Fig. 3. Abrogation of Fgf signaling in the DP results in altered expression of Wnt agonists and antagonists.

Fig. 3

a PCA analysis. Each colored triangle or dot represents the DP transcriptome of a single control or mutant mouse, respectively. Black and red circles demarcate control and mutant mice at a given time point, respectively. n = 3 mice per genotype per time point. b Heatmap analysis. Two classes of genes were revealed based on their expression pattern: genes whose expression during anagen gradually accumulate in control mice while remains low in the mutant and genes whose expression is progressively reduced in the control while persists at higher levels in mutant mice. c Graphic representation of the sequence reads of the RNA-seq analysis for Wnt agonists (Rspo1–4) and antagonists (Notum and Dkk2). Note the different scales of the reads.

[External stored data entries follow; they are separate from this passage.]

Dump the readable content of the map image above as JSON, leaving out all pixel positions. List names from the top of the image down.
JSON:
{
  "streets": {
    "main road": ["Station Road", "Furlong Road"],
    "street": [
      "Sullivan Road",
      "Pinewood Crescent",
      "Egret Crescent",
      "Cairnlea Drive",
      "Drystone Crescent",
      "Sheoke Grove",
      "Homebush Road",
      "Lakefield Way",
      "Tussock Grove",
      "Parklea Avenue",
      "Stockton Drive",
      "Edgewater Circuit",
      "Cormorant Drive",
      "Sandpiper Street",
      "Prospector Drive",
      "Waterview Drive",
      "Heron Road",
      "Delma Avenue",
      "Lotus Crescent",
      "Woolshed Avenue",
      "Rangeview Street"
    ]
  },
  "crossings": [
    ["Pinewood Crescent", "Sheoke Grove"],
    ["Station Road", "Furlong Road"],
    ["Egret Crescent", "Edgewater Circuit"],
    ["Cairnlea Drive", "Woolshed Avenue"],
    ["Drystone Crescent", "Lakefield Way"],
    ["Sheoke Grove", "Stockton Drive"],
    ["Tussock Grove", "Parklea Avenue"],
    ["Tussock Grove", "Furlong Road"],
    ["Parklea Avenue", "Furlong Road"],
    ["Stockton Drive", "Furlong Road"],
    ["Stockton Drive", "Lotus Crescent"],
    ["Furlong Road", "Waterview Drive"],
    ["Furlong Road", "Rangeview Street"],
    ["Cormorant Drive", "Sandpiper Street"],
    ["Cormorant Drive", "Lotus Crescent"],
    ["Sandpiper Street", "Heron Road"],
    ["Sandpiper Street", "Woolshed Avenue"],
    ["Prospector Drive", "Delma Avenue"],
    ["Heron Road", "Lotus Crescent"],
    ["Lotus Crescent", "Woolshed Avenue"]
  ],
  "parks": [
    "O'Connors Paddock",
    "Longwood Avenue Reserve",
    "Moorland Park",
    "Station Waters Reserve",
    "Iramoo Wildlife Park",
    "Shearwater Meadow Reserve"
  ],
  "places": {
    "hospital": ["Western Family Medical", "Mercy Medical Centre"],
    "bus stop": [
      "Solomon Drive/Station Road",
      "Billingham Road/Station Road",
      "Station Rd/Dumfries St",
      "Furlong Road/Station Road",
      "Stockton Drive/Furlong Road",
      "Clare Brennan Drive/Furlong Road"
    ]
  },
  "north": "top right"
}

Data are mean ± SEM. Two-sided modified t-test adjusted for multiple comparisons using the Benjamin–Hochberg correction was employed. *1 Padj = 0.001, *2 Padj = 7.14E − 11, *3 Padj = 3.26E − 08, *4 Padj = 3.18E − 57, *5 Padj = 3.48E − 24, *6 Padj = 4.91E − 26, *7 Padj = 4.05E − 38, *8 Padj = 0.0003, *9 Padj = 0.02, *10 Padj = 3.2E − 06, *11 Padj = 4.14E − 07. n = 3 mice per genotype per time point. d, e In situ hybridization of Rspo3 and Dkk2 at P10 and P16 is shown to illustrate the specific and dynamic expression of these genes in the DP and their altered expression in the mutant. RNA transcripts are in dark blue and pigmented hair shafts in black. n > 5 mice per genotype per time point. Scale bar, 25 μm.